Database Role (ADR-007)

Non-Superuser Role

The velocity_api connection role must be non-superuser with NOBYPASSRLS=true. This is the primary backstop against unauthorized data access.

Verification:

SELECT
  rolname,
  rolbypassrls as "RLS Enforced",
  rolinherit as "Can Inherit"
FROM pg_roles
WHERE rolname = 'velocity_api';

Expected output:

 rolname    | RLS Enforced | Can Inherit
────────────┼──────────────┼───────────
 velocity_api|     f        |     t

RLS Enforced = f (false): RLS cannot be bypassed
Can Inherit = t (true): Role can inherit from other roles

If misconfigured: The API server startup will log:

FATAL velocity_api role has BYPASSRLS=true — RLS will not work.

Fix and restart:

ALTER ROLE velocity_api NOBYPASSRLS;

kubectl rollout restart deployment/velocity-api -n velocity-system

Per-Domain Roles

The operator creates per-domain roles (e.g., acme_supply_chain_procurement_role) with specific table grants.

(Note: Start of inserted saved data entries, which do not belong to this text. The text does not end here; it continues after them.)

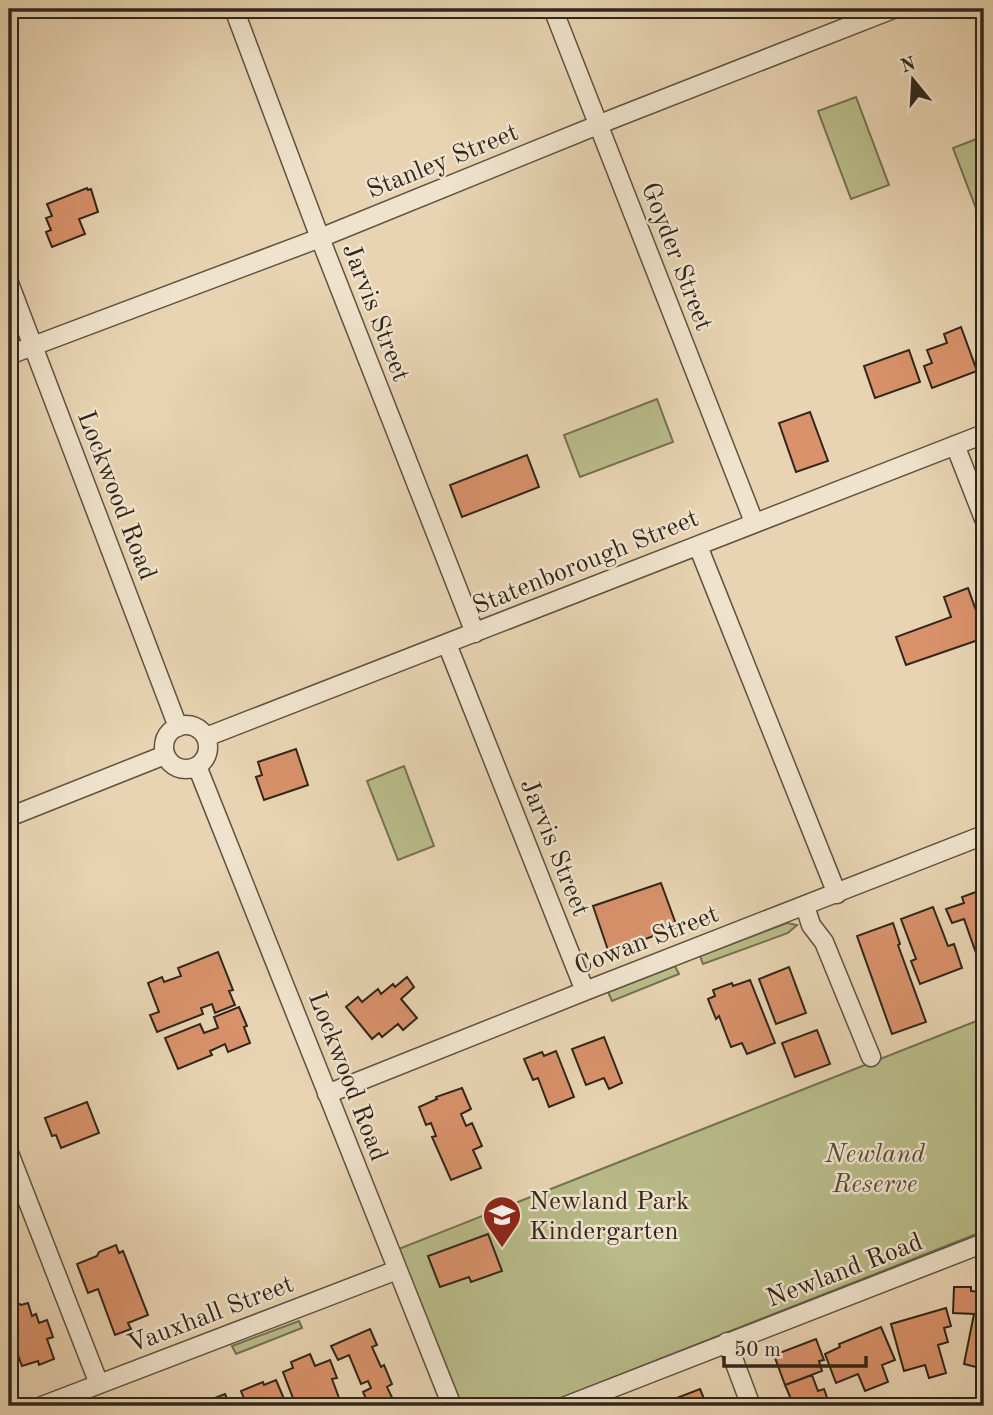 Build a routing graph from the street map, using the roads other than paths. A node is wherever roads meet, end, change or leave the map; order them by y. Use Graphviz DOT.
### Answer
graph roads {
  1 [pos="233,9"];
  2 [pos="553,9"];
  3 [pos="893,9"];
  4 [pos="598,125"];
  5 [pos="320,238"];
  6 [pos="9,283"];
  7 [pos="33,346"];
  8 [pos="9,355"];
  9 [pos="984,433"];
  10 [pos="955,445"];
  11 [pos="984,519"];
  12 [pos="754,522"];
  13 [pos="698,545"];
  14 [pos="475,633"];
  15 [pos="447,644"];
  16 [pos="178,727"];
  17 [pos="206,737"];
  18 [pos="165,755"];
  19 [pos="197,766"];
  20 [pos="9,817"];
  21 [pos="984,835"];
  22 [pos="837,894"];
  23 [pos="804,906"];
  24 [pos="585,991"];
  25 [pos="871,1057"];
  26 [pos="327,1094"];
  27 [pos="9,1153"];
  28 [pos="984,1243"];
  29 [pos="397,1270"];
  30 [pos="727,1342"];
  31 [pos="99,1384"];
  32 [pos="42,1406"];
  33 [pos="452,1406"];
  34 [pos="566,1406"];
  35 [pos="751,1406"];
  1 -- 5 [label="street, Jarvis Street"];
  2 -- 4 [label="street, Goyder Street"];
  3 -- 4 [label="street, Stanley Street"];
  4 -- 5 [label="street, Stanley Street"];
  4 -- 12 [label="street, Goyder Street"];
  5 -- 7 [label="street, Stanley Street"];
  5 -- 14 [label="street, Jarvis Street"];
  6 -- 7 [label="street, Lockwood Road"];
  7 -- 8 [label="street, Stanley Street"];
  7 -- 16 [label="street, Lockwood Road"];
  9 -- 10 [label="street, Statenborough Street"];
  10 -- 11 [label="street"];
  10 -- 12 [label="street, Statenborough Street"];
  12 -- 13 [label="street, Statenborough Street"];
  13 -- 14 [label="street, Statenborough Street"];
  13 -- 22 [label="street"];
  14 -- 15 [label="street, Statenborough Street"];
  15 -- 17 [label="street, Statenborough Street"];
  15 -- 24 [label="street, Jarvis Street"];
  16 -- 17 [label="street"];
  16 -- 18 [label="street"];
  17 -- 19 [label="street"];
  18 -- 19 [label="street"];
  18 -- 20 [label="street"];
  19 -- 26 [label="street, Lockwood Road"];
  21 -- 22 [label="street, Cowan Street"];
  22 -- 23 [label="street, Cowan Street"];
  23 -- 24 [label="street, Cowan Street"];
  23 -- 25 [label="street"];
  24 -- 26 [label="street, Cowan Street"];
  26 -- 29 [label="street, Lockwood Road"];
  27 -- 31 [label="street"];
  28 -- 30 [label="street, Newland Road"];
  29 -- 31 [label="street, Vauxhall Street"];
  29 -- 33 [label="street, Lockwood Road"];
  30 -- 34 [label="street, Newland Road"];
  30 -- 35 [label="street"];
  31 -- 32 [label="street, Vauxhall Street"];
}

Verify they exist:

SELECT * FROM pg_roles WHERE rolname LIKE '%_role';

Each row represents a domain’s RBAC boundary.

Input Validation

Request Body Size Limit

The API defaults to 10 MB per request. Verify in the Axum middleware:

.layer(DefaultBodyLimit::max(10 * 1024 * 1024))

Attempting to POST a payload larger than 10 MB will return 413 Payload Too Large.

Field-Level Size Limits

Each field definition must specify maxLength or be enforced in validation rules. For example:

spec:
  fields:
    - name: notes
      type: string
      maxLength: 1000  # Required

Attempting to set notes: "X" * 10000 will fail validation.

Check deployed schemas:

kubectl get schemadefs -A -o json | \
  jq '.items[] | select(.spec.fields[] | .maxLength == null) | .metadata.name'

Any non-null results indicate schemas that accept unbounded strings. Add maxLength and reapply.

CEL Expression Safety (Deferred to Phase 2b Details)

CEL expressions used in validation rules are compiled at schema-load time and executed with a 10ms timeout per rule.

Verification:

spec:
  validation:
    rules:
      - rule: "self.amount > 0 && self.currency in ['USD', 'EUR']"
        message: "Invalid amount or currency"
        maxExecutionMs: 10  # Optional; defaults to 10

Any rule taking longer than maxExecutionMs (or 10ms default) is terminated and the request is denied.

Test CEL safety:

# Apply a schema with a deliberately slow rule (infinite loop simulation)
velocity apply -f schema-with-slow-cel.yaml

# Attempt to create a record
velocity record create --schema ... --data ...

# Expected: 400 Bad Request with message "CEL execution timeout"

API Key Security

SHA256 Storage

API keys are stored as SHA256 hashes in the database. Plaintext is shown once at creation:

velocity api-key create --name prod-secret --ttl 90d

Output:

Name: prod-secret
Key:  vel_prod_xxxxxxxxxxxxxx...  [NEVER SHARED AGAIN]

Verify in database:

SELECT name, key_hash, created_at, expires_at FROM platform.api_keys;

All entries in key_hash column should be 64-character hex strings (SHA256), never plaintext.

Expiration and Rotation

Create short-lived keys:

velocity api-key create --name deploy-ci --ttl 30d

Automate rotation:

# In a cron job or scheduled agent
velocity api-key list --expired | xargs -I {} velocity api-key revoke {}

Sensitive Field Redaction

Fields marked with sensitivity levels should never appear in logs or API responses unmasked.

Schema definition:

spec:
  fields:
    - name: credit_card
      type: string
      sensitivity: pii
      masking:
        strategy: partial
        visibleChars: 4  # Show last 4 digits only

Verify in logs:

kubectl logs -n velocity-system -l app=velocity-api | \
  jq 'select(.payload | contains("credit_card"))' | head -5

Logs should either:

Omit the field entirely
Show only the masked portion (e.g., credit_card: "****1234")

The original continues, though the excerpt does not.